Periodic Analyzing of Low Frequency Names
The use of periodic histograms of low frequency name word occurrences can be of value. We have certain systems where periodically the file is analyzed for all new low frequency entries. These entries are then manually checked for evidence of error. In high volume systems a low frequency name word has a very high probability of being an error.
Recognizing the Language of the Name
Techniques that recognize the language of the name turn out to be in general of little value. The reason for this is that the names of second generation migrant populations, and names resulting from ’Anglicization’, often contain words from several languages as well as hybrid forms. Such techniques may work with meaningful text but have little benefit with names.
Keeping Name Variations
If the reliability of your name search is critical, there is one golden rule that is independent of the Name search method being used:
Do Not Throw Name Variations Away, Always Keep All Reported Variations For A Person And Have Them As Access Paths Using The Algorithm.
This is expensive and not obvious. If name variations (A, B, C) have been grouped as a set or person, and name variations (D, E, F) have also been grouped, it is always possible that a name variation (X) can be encountered that will group a set (A, X, F). In this case, it is logically true that (A, B, C, D, E, F, X) are all one set according to the system. If, at this or prior points in time, only the current or latest name variation is kept as accessible by the Name search method, then reliability is compromised.
Aliases
In many applications a person may be known by many aliases. The system should allow for retrieval by any of the known aliases.

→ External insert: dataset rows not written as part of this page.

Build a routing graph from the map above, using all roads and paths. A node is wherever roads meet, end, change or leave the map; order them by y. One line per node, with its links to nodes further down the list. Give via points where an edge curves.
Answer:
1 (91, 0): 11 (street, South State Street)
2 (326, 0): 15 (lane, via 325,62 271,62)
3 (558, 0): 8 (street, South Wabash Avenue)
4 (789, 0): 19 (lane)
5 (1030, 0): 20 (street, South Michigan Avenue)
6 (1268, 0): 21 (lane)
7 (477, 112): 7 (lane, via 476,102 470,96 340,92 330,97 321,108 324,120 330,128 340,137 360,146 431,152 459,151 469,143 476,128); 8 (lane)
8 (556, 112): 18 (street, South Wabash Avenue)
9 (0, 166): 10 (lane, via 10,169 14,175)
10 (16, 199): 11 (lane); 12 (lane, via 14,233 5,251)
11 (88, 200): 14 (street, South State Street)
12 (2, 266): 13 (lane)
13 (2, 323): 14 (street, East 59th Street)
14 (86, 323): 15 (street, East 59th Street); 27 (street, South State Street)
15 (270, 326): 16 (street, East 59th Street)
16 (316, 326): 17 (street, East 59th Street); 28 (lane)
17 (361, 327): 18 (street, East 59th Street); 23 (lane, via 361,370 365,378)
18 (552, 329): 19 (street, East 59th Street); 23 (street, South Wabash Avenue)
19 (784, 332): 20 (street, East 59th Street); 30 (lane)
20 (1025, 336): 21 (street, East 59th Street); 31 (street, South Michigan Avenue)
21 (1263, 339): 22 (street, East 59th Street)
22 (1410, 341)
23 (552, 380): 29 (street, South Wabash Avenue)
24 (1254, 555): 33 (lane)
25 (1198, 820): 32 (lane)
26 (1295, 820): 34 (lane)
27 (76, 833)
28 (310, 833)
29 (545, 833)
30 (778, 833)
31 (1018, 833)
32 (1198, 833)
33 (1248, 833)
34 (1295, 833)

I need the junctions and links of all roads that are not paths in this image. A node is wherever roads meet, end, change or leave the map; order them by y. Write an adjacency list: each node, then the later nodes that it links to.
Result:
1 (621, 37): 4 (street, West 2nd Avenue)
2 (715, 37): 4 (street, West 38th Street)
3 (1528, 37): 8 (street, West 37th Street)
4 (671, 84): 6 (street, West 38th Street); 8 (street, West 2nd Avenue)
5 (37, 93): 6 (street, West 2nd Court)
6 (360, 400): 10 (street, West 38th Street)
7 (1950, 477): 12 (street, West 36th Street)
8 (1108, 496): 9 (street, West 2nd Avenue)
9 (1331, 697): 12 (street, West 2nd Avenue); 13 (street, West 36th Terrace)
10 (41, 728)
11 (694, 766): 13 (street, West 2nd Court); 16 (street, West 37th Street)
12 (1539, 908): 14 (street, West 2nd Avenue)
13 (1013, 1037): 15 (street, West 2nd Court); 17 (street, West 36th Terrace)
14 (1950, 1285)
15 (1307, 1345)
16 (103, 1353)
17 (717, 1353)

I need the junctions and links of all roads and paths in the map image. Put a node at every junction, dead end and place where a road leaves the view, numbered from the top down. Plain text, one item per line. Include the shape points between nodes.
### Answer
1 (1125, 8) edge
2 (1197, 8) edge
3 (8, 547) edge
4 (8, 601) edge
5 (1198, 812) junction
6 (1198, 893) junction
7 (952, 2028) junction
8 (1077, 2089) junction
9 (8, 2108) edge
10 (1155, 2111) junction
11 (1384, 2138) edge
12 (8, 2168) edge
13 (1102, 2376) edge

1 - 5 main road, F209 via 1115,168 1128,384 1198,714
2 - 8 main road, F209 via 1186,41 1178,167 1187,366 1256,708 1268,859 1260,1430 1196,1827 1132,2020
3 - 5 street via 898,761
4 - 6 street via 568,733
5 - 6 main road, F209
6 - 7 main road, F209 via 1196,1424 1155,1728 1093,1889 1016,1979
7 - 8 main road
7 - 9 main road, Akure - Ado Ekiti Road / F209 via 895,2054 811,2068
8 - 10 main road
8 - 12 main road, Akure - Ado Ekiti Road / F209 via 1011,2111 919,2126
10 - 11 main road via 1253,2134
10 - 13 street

This can be achieved in two main ways:
By creating a record in the system for each name and connecting the records together by an identifier, such as customer number, and maintaining one set of Name-keys per record.
By maintaining many names in one record and maintaining multiple Name-keys in that record.
Which approach is taken will depend on the ability of your file structure to handle each of these options, the number of times all other names are required if a person is found by a name, and the cost of maintaining the repeating group versus the cost of maintaining records.
Avoid Exact Name-keys
While it may be true that exact Name-keys will succeed some 80% of the time it is true that the SSA-NAME3 key can succeed approximately 98% of the time for a very small increase in I/O and little overall change in response time.
It is also true that any system that shows exact matches in preference to first depth fuzzy matches increases the number of duplicate records on its system. Operator errors that introduce duplicates have only a very small chance of being detected if only exact match is supported.
The use of exact match facilities in the past has been a necessary evil arising out of performance problems. It should no longer be required. In our experience adding records to a screen has not slowed operators down if the first depth records are displayed first, and especially if they are ranked by other identity data.
Mixed People and Company Names
Many organizations have classified names as personal or commercial. This leads to separate key building algorithms and files.
The incidence of search situations where J.A.Jones Inc. should be used to match John Jones or Jones & Sons is very much higher than anticipated. If it is true that both businesses and people can be the subject of one system, or the same logical entity in a data base, use one common SSA-NAME3 Algorithm. Such matching will be achieved automatically.
It may still be valuable to classify records but do not use different files or keys unless they are truly different entities. In fact the MARK feature of the Edit-list may help with automatic classifications.
When people and companies do not mix (e.g. Workers Compensation Insurance: Employers and Employees where employees are always people) it may be optimum to generate one Algorithm for people and one for companies (or as in the example: one for people/employees and one for employers).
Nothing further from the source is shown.